## Work to complete
From the line that contains "index mcp: (1015, 965)" to the end of the entries, write out every line exactly, including both ends, and nothing more.

=== Begin Enclosure ===

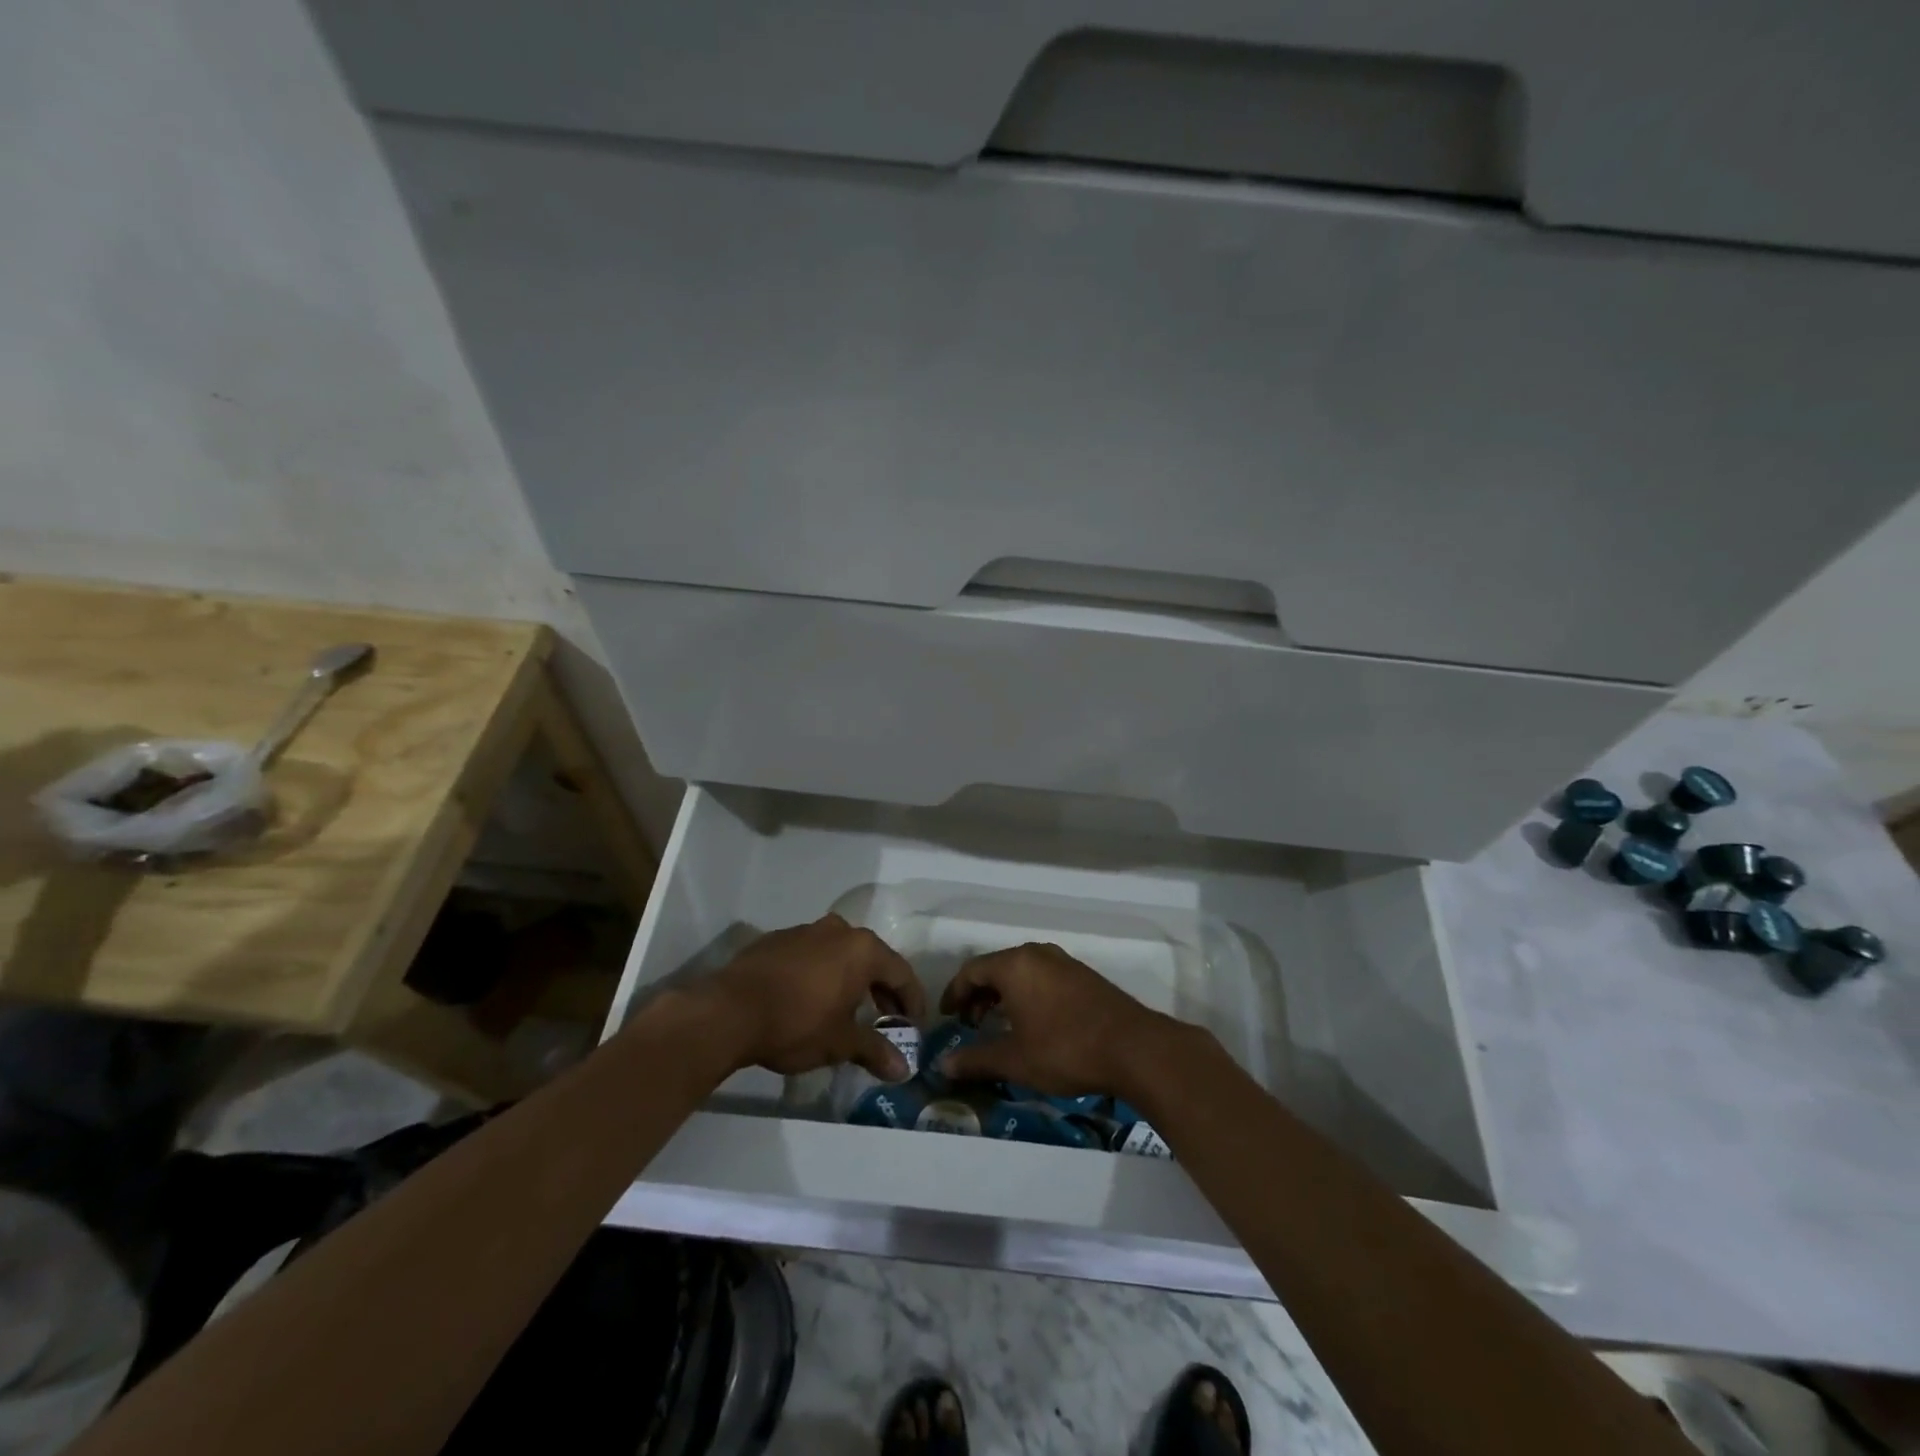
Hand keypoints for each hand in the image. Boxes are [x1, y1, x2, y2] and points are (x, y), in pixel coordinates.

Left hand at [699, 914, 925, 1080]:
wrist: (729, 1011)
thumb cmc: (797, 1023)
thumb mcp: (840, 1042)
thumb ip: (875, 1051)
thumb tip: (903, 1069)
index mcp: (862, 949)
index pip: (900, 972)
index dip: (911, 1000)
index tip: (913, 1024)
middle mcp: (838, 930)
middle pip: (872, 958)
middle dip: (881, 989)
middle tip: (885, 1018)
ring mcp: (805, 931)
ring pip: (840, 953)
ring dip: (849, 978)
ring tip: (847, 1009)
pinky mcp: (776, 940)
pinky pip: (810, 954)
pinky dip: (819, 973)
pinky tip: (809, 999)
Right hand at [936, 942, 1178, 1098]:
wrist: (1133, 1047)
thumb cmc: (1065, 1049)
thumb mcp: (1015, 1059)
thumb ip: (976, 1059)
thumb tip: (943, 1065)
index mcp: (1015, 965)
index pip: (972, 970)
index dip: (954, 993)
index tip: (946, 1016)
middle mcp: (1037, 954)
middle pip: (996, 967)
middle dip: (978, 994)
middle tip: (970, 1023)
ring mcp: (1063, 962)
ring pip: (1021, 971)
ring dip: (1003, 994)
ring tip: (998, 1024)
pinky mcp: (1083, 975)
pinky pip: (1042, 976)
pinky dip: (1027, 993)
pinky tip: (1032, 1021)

=== End Enclosure ===

## Expected output
index mcp: (1015, 965)
index pip: (972, 970)
index dip: (954, 993)
index tip: (946, 1016)
middle mcp: (1037, 954)
middle pip: (996, 967)
middle dip: (978, 994)
middle tip: (970, 1023)
ring mcp: (1063, 962)
ring pip: (1021, 971)
ring dip: (1003, 994)
ring tip: (998, 1024)
pinky mcp: (1083, 975)
pinky pip: (1042, 976)
pinky dip: (1027, 993)
pinky tip: (1032, 1021)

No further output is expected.